«Forse un giorno ci troveremo costretti a dire: Dio, rendici il conflitto di classe!». Parole di Albert Otto Hirshmann.

Di questi tempi la celebre battuta del vecchio saggio di Princeton risulta tremendamente attuale. Alla luce di quanto è successo e sta succedendo nel nostro Paese, le cui classi dirigenti sono cronicamente allergiche alle rivoluzioni perché geneticamente controriformiste; dunque asserragliate nel Palazzo di pasoliniana memoria (solo una volta – con la Resistenza antifascista – è sfuggita loro di mano la leva del controllo di qualsivoglia spinta al cambiamento. Ma in quel tempo il dominio “palaziale” era letteralmente evaporato insieme all’Italia tutta intera: occupata dai Nazisti… bombardata dagli Alleati… E – comunque – il “Vento del Nord” finì rapidamente soffocato negli sfinimenti del Ponentino romano).

Infatti siamo appena usciti da quasi un ventennio di regime palesemente reazionario per infilarci subito in una fase di tacita restaurazione, con il governo dei professori presieduto da Mario Monti; una vita – la sua – trascorsa nei santuari nazionali e internazionali dell’Ordine Vigente: dalla Bocconi alla Trilateral.

Dunque, “governo di classe”. Di quale “classe” si tratti è ancora un po’ presto per stabilirlo con assoluta certezza: i ceti proprietari benpensanti? Le corporazioni di partito? Le centrali finanziarie “ombra”? In ogni caso e sempre dalla parte di referenti privilegiati, che non nutrono la benché minima intenzione di cedere spazio a chi reclama diritti generali ed equità.

Anche se sta crescendo il disincanto che spazza via tante illusioni sulle neutralità tecnico-professorali. E Mario Monti appare sempre di più quello che è veramente: un curatore fallimentare, altro che “salvatore della Patria”.

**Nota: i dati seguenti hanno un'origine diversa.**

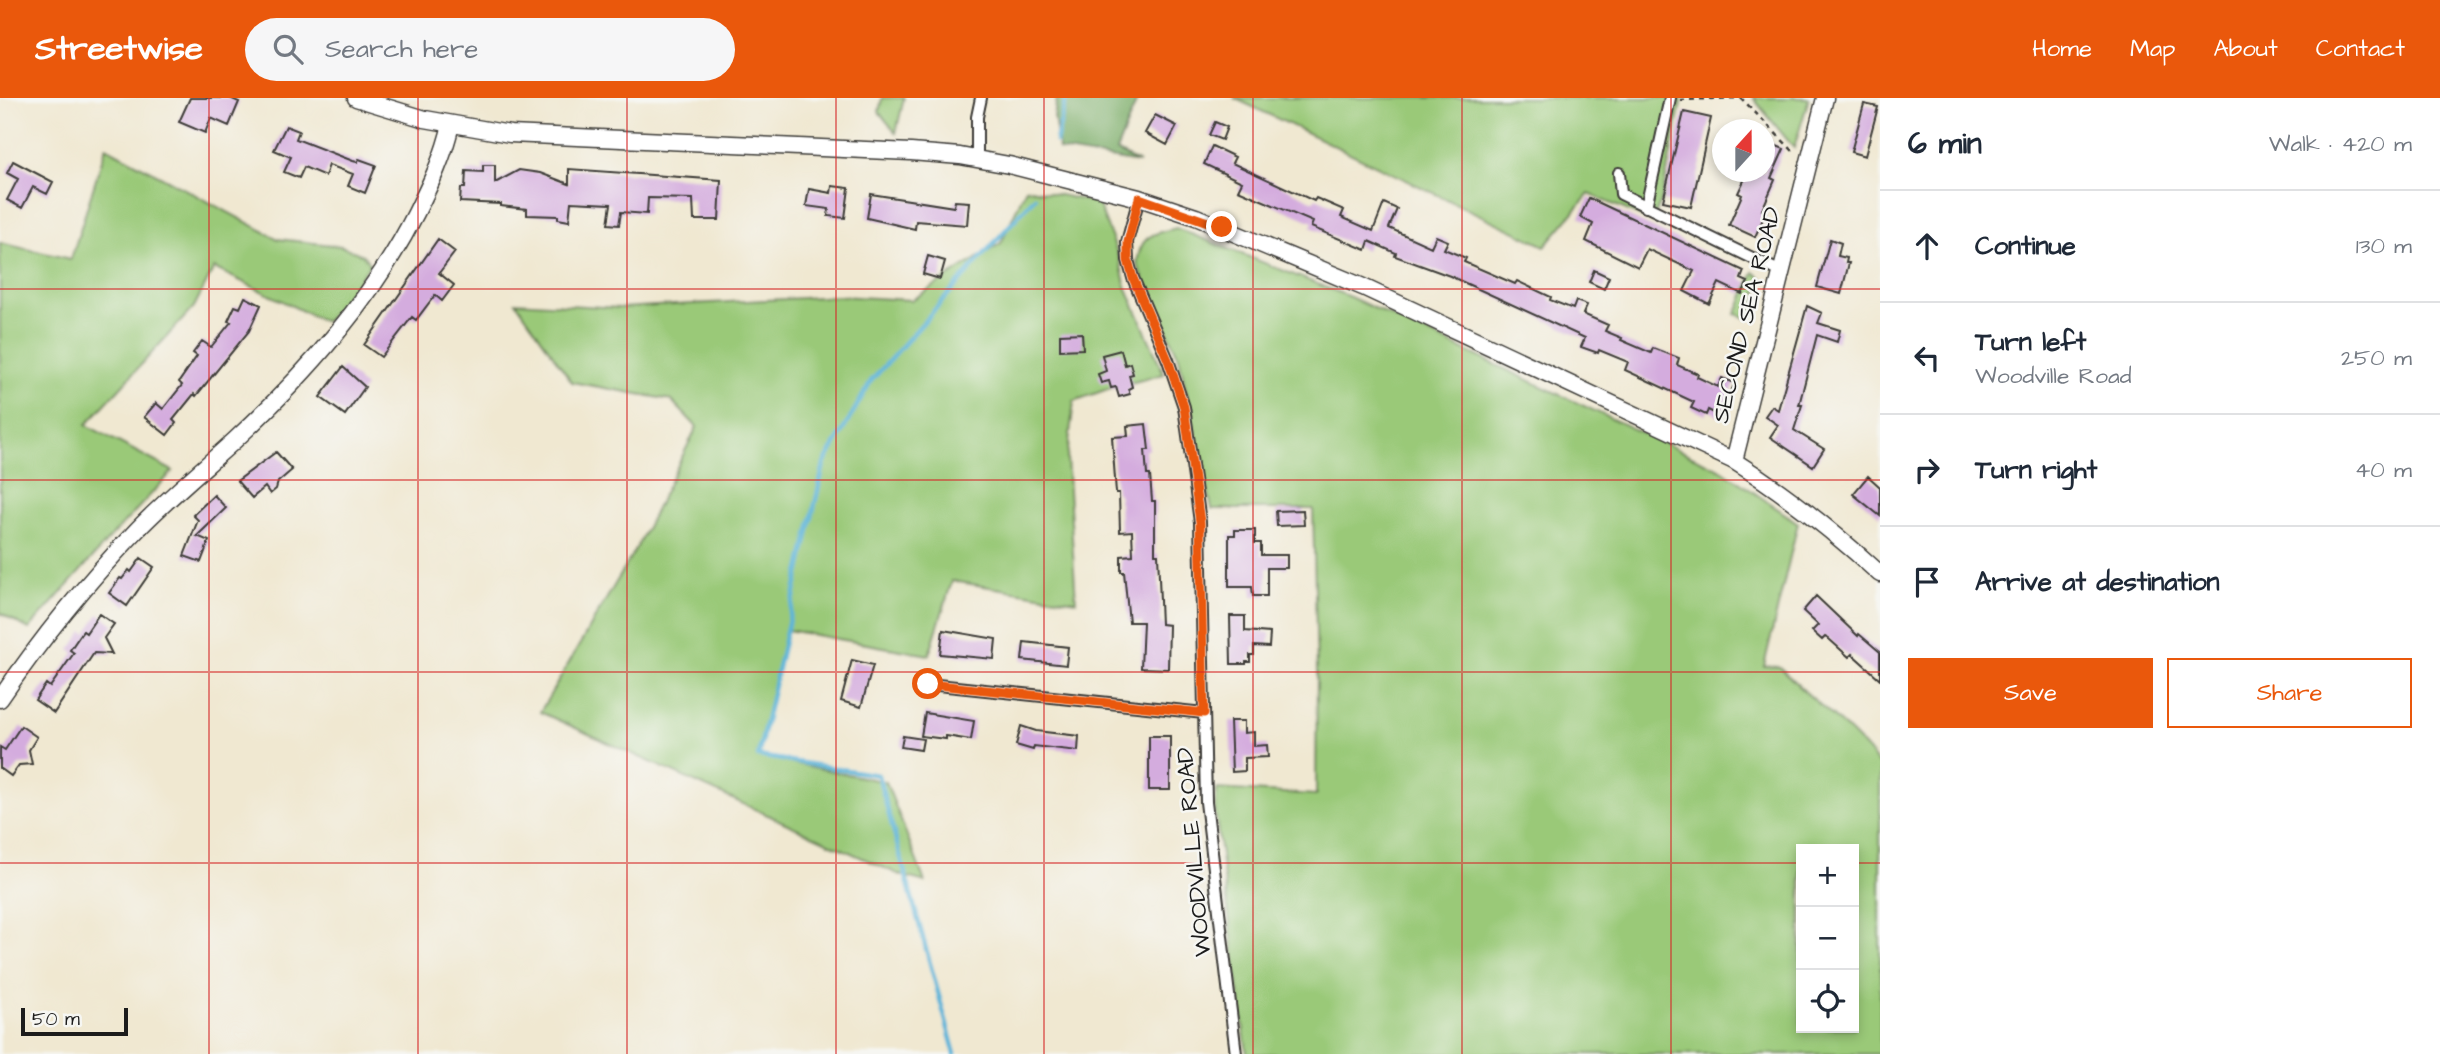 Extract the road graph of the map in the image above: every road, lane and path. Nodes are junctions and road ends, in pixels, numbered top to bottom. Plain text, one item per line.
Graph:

Le lotte del lavoro – di cui ancora una volta Fiom si fa promotrice – sono la risposta che nasce dal sociale come dente d’arresto dell’ingranaggio in movimento. Sicché trascendono i pur importantissimi obiettivi dichiarati per diventare un momento di aggregazione e mobilitazione che ribadisce principi universali irrinunciabili, di Giustizia e di Libertà. In altre parole, contro la sommatoria corporata degli interessi particolari e degli individualismi possessivi, l’organizzazione dei metalmeccanici in lotta finisce per assumere il ruolo di “classe generale”: il soggetto che interpreta e promuove i bisogni e le aspirazioni di strati molteplici della società nazionale penalizzati dalla svolta restaurativa in atto (seppure a sua volta presentata come “responsabile” e “senza alternative”. E così potrebbe risultare, qualora si accetti che il quadro concettuale di riferimento venga tracciato seguendo le coordinate illusionistiche del pensiero unico neoliberista).

Se questo avverrà, se l’Italia intera che rifiuta la normalizzazione conservatrice saprà ritrovarsi il 9 marzo a fianco degli operai in piazza, si potrebbe assistere ancora una volta alla nascita di quella Sinistra Sociale che attraversa come una stella cometa la nostra intera storia nazionale promuovendo le ragioni della democrazia dal basso. Volo luminoso quanto di breve durata, ogni volta che apparve all’orizzonte. Per una semplice ragione: la soggettività del sociale non ha mai trovato una vera Sinistra Politica con cui interagire, da fecondare. E oggi non paiono esserci elementi che assicurino esiti diversi. La qual cosa – tuttavia – non è un buon motivo per rinunciare a far sentire la propria voce dissenziente. Magari soltanto per creare opportuni inciampi ai fautori della restaurazione (e ai loro ausiliari). Per testimoniare un’idea diversa di civismo e socialità, che altrimenti verrà silenziata.